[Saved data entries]
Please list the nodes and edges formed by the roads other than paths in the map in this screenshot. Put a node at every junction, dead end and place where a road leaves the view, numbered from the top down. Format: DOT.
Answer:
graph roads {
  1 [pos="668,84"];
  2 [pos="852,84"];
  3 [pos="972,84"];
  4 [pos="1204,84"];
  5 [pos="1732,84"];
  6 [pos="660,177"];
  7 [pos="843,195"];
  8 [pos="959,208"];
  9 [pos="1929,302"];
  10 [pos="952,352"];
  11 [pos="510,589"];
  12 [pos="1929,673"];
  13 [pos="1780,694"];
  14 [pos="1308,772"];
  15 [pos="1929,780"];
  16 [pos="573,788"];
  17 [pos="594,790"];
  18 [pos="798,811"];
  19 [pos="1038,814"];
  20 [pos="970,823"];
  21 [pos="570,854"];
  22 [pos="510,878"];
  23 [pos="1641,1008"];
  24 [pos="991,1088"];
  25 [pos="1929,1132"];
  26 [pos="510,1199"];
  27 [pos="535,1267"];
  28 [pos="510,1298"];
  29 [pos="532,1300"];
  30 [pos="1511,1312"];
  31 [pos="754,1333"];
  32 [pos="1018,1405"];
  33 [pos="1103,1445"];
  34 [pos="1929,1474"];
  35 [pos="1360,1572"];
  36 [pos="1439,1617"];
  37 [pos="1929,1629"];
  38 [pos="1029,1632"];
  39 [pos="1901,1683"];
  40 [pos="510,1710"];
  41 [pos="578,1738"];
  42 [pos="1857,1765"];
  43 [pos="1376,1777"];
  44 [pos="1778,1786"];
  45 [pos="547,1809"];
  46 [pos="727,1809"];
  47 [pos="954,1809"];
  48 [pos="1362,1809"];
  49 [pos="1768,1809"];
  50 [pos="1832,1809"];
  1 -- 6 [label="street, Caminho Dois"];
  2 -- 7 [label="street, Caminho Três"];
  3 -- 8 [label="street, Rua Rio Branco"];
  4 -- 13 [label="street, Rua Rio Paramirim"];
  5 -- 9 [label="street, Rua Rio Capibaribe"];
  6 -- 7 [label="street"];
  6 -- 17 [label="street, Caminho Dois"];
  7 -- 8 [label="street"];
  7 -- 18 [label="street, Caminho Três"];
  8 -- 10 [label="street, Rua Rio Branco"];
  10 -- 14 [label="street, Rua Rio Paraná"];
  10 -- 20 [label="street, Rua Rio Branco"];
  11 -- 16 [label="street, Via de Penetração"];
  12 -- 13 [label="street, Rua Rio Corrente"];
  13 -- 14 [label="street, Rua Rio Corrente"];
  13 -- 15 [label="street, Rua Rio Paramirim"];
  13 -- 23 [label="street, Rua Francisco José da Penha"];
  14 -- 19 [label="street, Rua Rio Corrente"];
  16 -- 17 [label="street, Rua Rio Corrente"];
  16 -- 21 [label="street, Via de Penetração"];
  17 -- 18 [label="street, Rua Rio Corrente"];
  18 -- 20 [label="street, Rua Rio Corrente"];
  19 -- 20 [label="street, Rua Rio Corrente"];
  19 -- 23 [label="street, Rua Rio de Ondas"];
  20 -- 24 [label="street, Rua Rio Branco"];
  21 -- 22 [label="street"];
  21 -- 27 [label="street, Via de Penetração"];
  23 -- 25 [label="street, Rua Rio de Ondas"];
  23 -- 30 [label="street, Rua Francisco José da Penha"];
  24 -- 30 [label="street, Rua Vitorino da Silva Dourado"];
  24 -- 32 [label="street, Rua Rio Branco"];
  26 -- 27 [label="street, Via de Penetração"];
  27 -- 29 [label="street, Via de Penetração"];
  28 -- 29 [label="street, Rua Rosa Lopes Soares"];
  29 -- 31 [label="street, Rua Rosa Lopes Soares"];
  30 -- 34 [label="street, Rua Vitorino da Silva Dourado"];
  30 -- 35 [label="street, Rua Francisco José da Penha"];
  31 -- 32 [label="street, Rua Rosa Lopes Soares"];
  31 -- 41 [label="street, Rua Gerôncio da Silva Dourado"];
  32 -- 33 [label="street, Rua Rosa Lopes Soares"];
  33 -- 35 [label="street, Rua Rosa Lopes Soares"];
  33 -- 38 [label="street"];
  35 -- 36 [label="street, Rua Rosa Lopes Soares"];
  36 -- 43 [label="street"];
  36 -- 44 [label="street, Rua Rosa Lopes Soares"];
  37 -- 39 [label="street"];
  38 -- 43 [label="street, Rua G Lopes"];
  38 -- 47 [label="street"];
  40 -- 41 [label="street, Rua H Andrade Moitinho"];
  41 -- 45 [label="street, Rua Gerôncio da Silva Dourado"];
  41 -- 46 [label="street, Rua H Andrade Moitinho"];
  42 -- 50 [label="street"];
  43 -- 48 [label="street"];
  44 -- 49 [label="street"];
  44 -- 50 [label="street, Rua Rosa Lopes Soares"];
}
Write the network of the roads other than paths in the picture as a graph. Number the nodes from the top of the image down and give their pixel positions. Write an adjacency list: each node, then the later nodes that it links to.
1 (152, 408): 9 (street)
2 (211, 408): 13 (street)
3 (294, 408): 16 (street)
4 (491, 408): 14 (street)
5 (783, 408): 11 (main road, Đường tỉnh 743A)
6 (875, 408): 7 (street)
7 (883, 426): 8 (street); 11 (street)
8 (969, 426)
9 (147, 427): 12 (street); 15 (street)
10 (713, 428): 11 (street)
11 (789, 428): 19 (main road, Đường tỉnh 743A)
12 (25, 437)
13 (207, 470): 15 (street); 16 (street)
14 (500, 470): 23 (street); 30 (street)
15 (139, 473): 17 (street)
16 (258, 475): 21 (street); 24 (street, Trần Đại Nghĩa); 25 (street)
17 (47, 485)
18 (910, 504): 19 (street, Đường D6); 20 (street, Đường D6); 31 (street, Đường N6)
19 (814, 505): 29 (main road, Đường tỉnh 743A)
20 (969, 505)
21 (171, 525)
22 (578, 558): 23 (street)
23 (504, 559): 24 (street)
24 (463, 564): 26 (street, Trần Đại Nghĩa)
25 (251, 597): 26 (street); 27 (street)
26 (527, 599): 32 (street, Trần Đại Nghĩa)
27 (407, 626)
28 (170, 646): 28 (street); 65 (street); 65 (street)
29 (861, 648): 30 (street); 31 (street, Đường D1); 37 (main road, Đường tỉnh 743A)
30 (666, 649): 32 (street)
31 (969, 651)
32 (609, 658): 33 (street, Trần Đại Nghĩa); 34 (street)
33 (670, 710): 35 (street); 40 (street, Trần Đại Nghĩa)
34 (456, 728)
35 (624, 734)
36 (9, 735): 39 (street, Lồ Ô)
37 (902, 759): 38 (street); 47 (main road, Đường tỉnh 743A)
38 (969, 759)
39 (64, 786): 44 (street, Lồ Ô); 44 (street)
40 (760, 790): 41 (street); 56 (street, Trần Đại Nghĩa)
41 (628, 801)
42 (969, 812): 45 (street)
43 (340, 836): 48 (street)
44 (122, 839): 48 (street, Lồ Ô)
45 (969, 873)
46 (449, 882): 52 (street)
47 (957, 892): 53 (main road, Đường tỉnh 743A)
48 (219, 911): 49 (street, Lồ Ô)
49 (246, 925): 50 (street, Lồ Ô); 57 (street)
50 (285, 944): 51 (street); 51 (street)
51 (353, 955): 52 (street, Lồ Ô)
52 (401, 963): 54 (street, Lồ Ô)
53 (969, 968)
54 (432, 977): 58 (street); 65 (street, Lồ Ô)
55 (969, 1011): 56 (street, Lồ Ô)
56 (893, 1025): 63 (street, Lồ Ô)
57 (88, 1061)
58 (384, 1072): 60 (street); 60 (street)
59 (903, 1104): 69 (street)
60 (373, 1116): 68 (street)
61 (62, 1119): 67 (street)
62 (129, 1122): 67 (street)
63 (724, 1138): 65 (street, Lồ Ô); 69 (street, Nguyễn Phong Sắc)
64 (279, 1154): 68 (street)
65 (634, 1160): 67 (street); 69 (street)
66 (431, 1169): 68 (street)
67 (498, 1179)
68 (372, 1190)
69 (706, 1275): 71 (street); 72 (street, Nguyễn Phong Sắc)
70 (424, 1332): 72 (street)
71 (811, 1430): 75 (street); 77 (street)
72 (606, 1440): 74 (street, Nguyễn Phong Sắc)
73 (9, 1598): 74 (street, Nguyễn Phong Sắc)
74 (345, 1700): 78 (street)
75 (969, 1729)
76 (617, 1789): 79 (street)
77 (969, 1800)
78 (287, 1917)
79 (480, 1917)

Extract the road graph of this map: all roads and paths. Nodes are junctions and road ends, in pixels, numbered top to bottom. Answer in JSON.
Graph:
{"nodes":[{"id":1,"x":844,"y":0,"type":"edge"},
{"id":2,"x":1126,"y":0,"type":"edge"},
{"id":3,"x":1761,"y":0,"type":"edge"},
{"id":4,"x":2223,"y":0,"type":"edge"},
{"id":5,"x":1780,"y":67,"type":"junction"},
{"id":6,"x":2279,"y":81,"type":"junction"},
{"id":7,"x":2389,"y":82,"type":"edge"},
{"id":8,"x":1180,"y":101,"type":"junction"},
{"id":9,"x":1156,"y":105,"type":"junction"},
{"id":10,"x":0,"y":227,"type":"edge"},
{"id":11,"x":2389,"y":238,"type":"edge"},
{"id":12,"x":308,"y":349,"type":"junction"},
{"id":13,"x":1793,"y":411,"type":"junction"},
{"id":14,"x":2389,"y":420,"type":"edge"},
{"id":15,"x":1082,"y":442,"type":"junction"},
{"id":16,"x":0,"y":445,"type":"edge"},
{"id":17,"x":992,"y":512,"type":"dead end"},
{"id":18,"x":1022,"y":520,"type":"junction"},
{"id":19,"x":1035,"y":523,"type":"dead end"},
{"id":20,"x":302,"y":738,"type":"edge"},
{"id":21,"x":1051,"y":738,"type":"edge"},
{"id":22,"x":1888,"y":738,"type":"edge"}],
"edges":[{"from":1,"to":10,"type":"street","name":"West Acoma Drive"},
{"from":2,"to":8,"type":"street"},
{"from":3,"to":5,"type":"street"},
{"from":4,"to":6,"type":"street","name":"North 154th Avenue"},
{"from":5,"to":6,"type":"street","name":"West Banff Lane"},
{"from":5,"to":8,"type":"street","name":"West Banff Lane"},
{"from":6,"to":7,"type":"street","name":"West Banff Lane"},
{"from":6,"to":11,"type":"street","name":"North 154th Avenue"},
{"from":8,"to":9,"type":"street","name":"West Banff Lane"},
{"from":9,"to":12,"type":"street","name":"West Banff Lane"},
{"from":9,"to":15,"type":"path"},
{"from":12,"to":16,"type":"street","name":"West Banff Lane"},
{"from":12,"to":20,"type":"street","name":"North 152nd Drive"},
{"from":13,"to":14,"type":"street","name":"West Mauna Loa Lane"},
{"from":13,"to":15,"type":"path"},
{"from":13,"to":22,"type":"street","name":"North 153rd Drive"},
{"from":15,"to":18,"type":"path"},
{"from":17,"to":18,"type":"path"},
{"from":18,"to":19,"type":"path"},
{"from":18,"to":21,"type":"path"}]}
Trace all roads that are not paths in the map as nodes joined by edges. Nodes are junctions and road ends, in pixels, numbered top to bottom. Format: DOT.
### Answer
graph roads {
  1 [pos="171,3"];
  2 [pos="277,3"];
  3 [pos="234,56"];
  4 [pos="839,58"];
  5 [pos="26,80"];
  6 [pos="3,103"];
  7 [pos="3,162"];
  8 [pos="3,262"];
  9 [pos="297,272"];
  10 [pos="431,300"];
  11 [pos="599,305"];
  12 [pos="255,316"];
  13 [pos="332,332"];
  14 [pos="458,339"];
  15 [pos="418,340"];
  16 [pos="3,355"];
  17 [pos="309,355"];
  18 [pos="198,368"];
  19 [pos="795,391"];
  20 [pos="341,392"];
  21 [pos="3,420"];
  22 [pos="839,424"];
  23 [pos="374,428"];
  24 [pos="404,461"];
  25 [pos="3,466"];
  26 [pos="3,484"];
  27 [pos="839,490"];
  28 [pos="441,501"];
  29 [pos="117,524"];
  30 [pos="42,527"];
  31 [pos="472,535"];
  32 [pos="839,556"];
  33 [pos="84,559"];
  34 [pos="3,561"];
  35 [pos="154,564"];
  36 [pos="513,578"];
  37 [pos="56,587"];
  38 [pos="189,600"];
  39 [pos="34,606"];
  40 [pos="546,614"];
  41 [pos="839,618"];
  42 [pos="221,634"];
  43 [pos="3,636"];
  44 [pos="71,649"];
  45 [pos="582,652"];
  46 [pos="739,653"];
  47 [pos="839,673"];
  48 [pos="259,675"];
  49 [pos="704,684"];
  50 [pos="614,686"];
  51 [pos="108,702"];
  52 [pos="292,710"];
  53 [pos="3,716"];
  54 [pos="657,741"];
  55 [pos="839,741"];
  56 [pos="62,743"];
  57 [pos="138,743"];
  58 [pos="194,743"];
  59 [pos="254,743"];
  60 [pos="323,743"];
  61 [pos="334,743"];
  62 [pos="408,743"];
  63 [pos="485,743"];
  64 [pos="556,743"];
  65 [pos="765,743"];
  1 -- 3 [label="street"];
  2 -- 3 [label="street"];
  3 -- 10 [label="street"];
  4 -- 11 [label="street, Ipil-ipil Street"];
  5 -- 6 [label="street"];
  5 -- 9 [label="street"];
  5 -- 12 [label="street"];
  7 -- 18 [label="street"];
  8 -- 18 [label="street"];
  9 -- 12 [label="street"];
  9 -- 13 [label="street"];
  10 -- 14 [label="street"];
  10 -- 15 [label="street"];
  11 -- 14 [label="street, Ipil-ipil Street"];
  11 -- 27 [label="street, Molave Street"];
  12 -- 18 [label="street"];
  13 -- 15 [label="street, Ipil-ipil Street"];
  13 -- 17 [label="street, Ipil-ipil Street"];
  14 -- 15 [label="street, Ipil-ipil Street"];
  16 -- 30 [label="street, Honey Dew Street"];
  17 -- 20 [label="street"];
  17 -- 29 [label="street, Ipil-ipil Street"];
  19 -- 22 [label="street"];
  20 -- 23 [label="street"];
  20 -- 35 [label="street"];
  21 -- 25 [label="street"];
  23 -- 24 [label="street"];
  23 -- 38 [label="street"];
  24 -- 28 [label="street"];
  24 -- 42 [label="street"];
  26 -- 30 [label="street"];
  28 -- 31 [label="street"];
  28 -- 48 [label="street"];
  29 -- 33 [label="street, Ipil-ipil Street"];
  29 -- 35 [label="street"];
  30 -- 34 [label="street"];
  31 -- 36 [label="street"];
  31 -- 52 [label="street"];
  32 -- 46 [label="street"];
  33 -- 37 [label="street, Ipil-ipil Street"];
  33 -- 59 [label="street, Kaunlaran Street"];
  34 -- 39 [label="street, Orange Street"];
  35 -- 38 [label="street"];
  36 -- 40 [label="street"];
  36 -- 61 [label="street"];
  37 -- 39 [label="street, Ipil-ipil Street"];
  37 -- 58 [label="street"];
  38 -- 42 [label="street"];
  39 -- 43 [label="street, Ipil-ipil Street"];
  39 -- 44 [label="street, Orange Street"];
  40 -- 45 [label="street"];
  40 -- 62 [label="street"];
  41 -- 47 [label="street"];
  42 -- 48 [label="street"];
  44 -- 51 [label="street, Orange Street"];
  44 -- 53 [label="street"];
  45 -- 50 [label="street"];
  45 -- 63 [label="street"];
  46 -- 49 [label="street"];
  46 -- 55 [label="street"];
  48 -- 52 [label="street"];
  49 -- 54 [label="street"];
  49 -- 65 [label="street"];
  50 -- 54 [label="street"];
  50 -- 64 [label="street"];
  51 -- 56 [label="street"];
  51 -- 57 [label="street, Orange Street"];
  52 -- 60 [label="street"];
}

[WHAT THE EXERCISE ASKS]
Only lines that contain "Nguyễn" are needed, so copy each of them from the data.

[EXERCISE RESULT]
63 (724, 1138): 65 (street, Lồ Ô); 69 (street, Nguyễn Phong Sắc)
69 (706, 1275): 71 (street); 72 (street, Nguyễn Phong Sắc)
72 (606, 1440): 74 (street, Nguyễn Phong Sắc)
73 (9, 1598): 74 (street, Nguyễn Phong Sắc)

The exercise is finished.